Gaspereau Press, 2013
What happens to us when we live by the sea?
According to Sue Goyette, we get “basted.” Lapped and licked by saltwater air. She writes: “We were being seasoned. Lightly. Of course we rebelled, / refusing to be in its roasting pan.” (Poem Seven)
That’s where Goyette puts us. In a roasting pan. A magical roasting pan in which all life—the personal, the civic, and the universal—is thrown in to heat and gel and later to cool, to be cut up and eaten, savoured.
Her Ocean moves in rhythmic waves, couplets that push you off your perch on shore—sometimes gently, sometimes energetically. While broken up into 56 poems, the book is a long poem, an ode to the water, to the natural world, and a (more) “natural” way of life. It’s also a probe into the weight of the water, and how that weight falls on those of us on land. It’s about relationships, ours with the sea, but also ours with the city (in this case, Halifax), and with our loved ones.
At times, as Goyette says herself, it can be hard to get in that roasting pan. There’s a reluctance to get in the boat. At the same time, it can be easy—but this depends on your propensity for the magical, giving yourself over to the unknown. If we look to great magic realists, such as García Márquez or Neruda, it seems that living by the sea makes you a little more up for whimsy; a little more apt to believe in a world that is not quite as it seems. (It seems, too, that Goyette believes the poets are the most willing to dive in: “The poets, it turned out, were our compasses” Poem Ten.)
If you’re not up for jumping in, your mind a little too stuck in purposeful reality—inland, perhaps (that’s where I was, on first read)—then it’s easy to run aground and get lost in Goyette’s expansive imagery. And there isn’t necessarily specific points of running aground in this book; it’s more a feeling of being lost in the vastness (the ocean is big, after all), in the depths, of going “beneath”.
From the beginning, Goyette throws the reader into a mystical, mythical world where the natural pokes fun at the human (“We weren’t introduced to bees until someone / overheard them and mistook their drone / for a school board meeting.” Poem Eleven) It seems you can either stay on land, be offended and lost, or swim with all manner of creatures.
Regardless, I think Goyette succeeds in reeling us humans into her juxtapositions, luring us in to her talk of the medieval fog trade (let’s ponder this!), the night pontificating – “droning on like a politician / promising us more day” (Poem Thirteen) – and the moonlight, the ocean’s “accolades of full moons.” (Poem Seventeen)
And this, let’s highlight this:
We were guilty of putting up fences. We were guilty
of lawn care.
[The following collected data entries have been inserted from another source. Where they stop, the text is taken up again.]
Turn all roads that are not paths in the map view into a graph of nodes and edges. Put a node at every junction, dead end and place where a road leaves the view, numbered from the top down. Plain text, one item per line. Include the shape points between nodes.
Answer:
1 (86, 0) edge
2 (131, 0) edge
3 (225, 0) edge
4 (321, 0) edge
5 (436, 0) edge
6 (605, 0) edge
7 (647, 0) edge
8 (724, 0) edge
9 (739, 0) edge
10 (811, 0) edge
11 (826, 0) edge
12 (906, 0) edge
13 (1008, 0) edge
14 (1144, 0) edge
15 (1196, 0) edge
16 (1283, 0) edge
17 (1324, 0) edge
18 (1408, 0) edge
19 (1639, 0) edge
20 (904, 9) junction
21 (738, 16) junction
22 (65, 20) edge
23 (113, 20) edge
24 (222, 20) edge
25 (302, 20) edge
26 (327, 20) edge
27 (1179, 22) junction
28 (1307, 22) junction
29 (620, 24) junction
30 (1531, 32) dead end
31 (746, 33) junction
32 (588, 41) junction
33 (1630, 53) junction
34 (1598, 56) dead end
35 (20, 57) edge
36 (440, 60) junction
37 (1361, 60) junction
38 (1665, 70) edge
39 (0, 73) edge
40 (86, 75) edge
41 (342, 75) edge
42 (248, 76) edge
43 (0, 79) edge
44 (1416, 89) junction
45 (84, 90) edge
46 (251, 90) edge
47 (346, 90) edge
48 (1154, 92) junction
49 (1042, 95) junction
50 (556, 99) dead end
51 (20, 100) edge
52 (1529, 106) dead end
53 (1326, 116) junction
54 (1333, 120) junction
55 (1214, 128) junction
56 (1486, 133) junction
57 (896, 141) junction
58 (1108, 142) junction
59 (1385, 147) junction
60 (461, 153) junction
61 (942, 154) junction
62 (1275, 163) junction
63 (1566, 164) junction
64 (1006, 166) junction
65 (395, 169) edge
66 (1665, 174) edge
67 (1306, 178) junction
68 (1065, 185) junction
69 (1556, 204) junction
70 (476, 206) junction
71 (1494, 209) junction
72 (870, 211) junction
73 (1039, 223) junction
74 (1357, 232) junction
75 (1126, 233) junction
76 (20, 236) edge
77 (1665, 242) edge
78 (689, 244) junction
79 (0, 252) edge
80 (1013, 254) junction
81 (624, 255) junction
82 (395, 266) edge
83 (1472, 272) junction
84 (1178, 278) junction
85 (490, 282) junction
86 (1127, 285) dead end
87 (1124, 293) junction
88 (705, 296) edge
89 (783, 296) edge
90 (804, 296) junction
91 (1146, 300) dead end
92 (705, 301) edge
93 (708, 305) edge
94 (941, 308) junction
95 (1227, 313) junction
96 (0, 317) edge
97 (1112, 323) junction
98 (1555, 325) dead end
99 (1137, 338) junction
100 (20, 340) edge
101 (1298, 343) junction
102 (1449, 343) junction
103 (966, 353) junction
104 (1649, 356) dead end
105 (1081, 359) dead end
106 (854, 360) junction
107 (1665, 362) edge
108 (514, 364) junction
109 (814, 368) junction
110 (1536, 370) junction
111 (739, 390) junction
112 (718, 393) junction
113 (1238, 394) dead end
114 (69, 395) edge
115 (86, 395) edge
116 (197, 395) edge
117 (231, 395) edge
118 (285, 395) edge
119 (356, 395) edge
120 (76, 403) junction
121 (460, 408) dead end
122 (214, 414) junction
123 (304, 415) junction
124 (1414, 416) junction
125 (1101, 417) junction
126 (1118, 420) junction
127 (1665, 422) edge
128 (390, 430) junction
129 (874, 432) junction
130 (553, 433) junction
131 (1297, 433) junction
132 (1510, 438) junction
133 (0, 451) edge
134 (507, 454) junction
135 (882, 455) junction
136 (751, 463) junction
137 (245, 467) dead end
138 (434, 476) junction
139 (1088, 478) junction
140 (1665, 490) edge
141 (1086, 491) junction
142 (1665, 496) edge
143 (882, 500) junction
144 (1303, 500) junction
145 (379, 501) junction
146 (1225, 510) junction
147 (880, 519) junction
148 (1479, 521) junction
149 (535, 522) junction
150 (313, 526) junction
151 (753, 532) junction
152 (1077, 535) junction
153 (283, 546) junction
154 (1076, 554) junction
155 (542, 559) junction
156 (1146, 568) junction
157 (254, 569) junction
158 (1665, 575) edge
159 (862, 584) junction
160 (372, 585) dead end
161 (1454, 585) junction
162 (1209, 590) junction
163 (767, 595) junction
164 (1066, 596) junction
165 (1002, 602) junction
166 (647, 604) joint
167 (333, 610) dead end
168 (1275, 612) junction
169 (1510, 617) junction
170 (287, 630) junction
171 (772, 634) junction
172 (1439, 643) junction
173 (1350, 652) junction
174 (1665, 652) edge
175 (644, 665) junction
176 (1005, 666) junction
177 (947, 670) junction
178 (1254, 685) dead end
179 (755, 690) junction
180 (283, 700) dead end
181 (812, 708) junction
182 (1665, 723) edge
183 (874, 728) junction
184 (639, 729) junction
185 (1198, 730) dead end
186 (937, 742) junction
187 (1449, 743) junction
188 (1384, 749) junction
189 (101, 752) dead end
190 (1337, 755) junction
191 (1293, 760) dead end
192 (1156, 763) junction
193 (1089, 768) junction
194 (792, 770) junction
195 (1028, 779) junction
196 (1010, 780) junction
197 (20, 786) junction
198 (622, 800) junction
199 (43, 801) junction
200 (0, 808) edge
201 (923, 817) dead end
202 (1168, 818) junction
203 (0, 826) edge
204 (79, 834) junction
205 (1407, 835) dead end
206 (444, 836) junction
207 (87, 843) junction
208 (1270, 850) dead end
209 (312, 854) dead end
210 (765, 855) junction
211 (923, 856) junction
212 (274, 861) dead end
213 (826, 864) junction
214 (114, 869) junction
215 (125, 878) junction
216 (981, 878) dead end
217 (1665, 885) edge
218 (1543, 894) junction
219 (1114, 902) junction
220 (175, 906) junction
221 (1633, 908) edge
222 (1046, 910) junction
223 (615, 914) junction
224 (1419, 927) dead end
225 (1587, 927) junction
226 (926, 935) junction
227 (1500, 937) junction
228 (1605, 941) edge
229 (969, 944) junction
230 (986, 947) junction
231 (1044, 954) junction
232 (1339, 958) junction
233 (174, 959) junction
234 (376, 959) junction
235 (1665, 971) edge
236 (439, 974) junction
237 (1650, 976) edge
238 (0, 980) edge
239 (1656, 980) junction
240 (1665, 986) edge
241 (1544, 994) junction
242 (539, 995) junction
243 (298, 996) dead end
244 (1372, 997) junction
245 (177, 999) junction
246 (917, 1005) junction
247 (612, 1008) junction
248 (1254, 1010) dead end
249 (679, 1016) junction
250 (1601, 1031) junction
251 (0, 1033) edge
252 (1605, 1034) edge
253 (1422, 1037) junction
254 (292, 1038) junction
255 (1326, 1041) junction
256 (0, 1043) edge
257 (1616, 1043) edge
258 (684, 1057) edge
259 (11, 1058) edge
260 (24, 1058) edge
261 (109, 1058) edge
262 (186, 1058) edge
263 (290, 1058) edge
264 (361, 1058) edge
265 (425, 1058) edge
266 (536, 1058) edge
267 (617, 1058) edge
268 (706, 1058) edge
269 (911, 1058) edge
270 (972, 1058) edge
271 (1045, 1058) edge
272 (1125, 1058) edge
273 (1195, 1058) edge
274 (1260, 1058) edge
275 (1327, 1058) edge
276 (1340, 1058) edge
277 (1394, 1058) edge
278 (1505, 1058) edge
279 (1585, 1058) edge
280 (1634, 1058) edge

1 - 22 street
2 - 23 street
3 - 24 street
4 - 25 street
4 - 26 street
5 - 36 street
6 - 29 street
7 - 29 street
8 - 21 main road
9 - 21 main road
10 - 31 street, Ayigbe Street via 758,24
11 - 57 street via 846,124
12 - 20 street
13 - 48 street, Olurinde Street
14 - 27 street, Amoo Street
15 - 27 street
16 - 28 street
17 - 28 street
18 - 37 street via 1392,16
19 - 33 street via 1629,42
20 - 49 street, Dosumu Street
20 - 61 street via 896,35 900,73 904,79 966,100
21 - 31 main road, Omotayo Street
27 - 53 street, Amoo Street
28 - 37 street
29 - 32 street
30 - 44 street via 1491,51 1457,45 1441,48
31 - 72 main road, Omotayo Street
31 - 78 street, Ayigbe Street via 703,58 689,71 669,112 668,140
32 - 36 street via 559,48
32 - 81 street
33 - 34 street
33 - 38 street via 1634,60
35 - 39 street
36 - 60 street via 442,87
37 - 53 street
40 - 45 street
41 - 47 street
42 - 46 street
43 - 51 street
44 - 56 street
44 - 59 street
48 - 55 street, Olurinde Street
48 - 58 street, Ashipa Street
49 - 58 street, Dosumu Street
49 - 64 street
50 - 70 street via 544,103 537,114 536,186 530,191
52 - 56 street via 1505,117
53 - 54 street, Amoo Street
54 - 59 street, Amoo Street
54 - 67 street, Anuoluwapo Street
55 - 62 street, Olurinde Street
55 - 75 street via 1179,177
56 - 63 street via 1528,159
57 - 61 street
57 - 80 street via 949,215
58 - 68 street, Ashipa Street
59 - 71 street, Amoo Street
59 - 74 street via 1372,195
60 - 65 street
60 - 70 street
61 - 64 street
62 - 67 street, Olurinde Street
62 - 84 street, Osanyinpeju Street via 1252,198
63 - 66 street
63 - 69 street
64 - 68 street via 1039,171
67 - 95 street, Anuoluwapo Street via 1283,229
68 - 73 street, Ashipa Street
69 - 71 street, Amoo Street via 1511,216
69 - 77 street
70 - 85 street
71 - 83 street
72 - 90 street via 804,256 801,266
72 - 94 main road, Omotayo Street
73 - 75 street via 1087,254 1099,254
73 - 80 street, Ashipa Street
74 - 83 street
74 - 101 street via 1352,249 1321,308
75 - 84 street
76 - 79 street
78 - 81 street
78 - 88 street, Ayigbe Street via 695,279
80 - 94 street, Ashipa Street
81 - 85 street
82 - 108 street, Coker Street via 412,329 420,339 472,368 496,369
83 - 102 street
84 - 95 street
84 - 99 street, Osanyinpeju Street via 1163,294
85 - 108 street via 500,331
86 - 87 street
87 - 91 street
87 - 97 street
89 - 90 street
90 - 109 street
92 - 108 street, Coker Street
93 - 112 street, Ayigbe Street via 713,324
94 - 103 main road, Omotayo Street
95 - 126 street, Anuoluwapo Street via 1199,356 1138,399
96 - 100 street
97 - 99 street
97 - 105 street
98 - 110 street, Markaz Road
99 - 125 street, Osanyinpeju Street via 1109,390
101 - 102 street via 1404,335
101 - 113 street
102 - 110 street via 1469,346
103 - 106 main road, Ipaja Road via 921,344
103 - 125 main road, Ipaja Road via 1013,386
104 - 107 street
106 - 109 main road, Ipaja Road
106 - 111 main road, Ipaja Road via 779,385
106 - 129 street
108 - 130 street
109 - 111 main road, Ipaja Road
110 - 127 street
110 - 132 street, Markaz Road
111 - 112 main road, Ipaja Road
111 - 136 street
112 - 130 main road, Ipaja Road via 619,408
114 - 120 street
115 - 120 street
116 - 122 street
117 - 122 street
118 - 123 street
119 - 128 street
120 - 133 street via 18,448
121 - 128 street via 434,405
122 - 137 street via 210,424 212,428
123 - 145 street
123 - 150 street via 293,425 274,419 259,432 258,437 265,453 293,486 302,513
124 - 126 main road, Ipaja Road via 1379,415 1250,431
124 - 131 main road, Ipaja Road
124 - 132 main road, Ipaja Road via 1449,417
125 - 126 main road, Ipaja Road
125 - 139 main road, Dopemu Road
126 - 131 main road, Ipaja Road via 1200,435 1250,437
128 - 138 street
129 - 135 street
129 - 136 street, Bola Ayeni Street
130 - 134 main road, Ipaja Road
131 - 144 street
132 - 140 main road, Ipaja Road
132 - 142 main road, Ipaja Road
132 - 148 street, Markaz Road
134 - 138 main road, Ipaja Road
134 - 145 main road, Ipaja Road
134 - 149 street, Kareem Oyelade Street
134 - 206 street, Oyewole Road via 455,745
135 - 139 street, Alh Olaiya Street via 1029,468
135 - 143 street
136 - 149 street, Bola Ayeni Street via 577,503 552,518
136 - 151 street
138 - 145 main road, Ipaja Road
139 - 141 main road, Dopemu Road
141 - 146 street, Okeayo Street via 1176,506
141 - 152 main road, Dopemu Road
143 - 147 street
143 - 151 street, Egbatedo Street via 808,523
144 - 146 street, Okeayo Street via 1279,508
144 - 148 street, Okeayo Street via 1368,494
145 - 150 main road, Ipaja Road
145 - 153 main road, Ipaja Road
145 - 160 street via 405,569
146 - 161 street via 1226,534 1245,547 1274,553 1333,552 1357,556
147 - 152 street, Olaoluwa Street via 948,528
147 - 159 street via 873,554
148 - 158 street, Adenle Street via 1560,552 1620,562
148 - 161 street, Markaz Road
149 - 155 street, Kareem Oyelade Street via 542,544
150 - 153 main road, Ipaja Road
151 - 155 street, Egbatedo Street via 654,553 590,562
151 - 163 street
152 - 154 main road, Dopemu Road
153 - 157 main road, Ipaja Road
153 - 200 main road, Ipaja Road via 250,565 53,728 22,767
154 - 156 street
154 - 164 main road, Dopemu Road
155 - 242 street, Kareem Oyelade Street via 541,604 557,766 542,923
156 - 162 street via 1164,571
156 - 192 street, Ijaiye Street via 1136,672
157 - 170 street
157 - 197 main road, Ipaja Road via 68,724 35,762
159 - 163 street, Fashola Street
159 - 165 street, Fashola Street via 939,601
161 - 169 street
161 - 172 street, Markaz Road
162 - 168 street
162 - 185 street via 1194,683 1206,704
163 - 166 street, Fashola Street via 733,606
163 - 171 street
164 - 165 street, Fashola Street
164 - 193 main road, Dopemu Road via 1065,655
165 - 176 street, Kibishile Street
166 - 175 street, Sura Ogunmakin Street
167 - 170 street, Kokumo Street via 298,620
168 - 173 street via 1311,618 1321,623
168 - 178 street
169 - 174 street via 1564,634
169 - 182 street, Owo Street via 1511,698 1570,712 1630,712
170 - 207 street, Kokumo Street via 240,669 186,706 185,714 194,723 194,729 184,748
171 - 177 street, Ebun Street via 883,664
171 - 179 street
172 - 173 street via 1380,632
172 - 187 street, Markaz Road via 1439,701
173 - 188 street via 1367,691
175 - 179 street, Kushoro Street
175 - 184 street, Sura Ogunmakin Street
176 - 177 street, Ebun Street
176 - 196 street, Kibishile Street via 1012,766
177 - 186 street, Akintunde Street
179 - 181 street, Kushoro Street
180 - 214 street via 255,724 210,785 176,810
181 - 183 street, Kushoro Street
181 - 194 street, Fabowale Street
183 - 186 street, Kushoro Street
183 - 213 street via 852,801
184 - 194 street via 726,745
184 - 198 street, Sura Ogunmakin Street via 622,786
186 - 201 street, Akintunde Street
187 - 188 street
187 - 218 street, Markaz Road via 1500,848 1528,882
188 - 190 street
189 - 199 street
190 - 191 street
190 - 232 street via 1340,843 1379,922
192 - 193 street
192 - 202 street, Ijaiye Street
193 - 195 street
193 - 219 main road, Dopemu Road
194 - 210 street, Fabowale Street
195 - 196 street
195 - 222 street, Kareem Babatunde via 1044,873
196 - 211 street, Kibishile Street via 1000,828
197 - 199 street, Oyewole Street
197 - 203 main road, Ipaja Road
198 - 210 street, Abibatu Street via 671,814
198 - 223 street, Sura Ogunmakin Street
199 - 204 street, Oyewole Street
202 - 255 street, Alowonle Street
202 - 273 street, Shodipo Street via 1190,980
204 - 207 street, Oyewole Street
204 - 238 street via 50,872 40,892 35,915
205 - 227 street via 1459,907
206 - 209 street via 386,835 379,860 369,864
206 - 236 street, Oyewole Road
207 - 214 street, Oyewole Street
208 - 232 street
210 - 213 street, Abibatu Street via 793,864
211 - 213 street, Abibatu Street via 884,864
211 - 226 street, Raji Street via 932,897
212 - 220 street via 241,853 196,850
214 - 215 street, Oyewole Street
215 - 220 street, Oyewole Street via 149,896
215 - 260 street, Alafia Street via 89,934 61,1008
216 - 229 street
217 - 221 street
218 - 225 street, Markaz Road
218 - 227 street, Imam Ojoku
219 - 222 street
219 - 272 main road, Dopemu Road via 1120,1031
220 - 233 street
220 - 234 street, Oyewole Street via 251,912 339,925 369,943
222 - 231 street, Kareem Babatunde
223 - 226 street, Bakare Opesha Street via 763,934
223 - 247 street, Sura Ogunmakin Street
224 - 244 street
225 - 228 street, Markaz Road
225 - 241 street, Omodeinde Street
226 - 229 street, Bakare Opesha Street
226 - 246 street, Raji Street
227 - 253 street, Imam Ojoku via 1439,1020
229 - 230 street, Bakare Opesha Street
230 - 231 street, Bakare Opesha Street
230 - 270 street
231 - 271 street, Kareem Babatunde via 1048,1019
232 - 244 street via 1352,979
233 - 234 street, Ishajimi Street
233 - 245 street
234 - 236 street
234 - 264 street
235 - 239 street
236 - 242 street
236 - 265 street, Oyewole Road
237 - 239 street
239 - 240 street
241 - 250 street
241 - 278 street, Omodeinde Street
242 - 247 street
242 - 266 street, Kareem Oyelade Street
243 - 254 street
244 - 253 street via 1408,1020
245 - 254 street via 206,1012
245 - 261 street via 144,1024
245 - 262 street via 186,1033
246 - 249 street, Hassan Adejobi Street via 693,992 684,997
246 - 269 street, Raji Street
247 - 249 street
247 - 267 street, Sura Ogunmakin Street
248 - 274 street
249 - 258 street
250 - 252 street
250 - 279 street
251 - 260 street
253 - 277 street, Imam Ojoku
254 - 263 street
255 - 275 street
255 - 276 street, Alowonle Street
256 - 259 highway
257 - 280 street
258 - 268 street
We were guilty of pruning our lilac ideas
until they could no longer flower; of weeding the wilderness
from the turnips of silence that grew beneath us,
pale and verging on purple.
Goyette’s language is lyrical, and she isn’t afraid of possibilities, the vastness and endlessness the ocean inspires. She lives in Halifax and has had many staring contests with the sea. It always wins, she writes. And we need its stoicism:
If we drove to its feet,
it wasn’t to confront it, but more to adjust
our own reflections, straighten out our hearts with the old
In the end, Ocean comes down to attention. Can you spend the day wandering in Goyette’s sometimes absurd but also bang-on metaphors, or does the world of the straight-and-narrow call you back to reality?
In one of the last poems, Goyette writes: “When had our schedules become the new mountains?” (Poem Fifty-Five) Just that is enough to ponder, while sitting on the beach listening to fog horns.
*Note: As there are no page numbers in Ocean, poems have been referred to by their titles, as they appear in the book.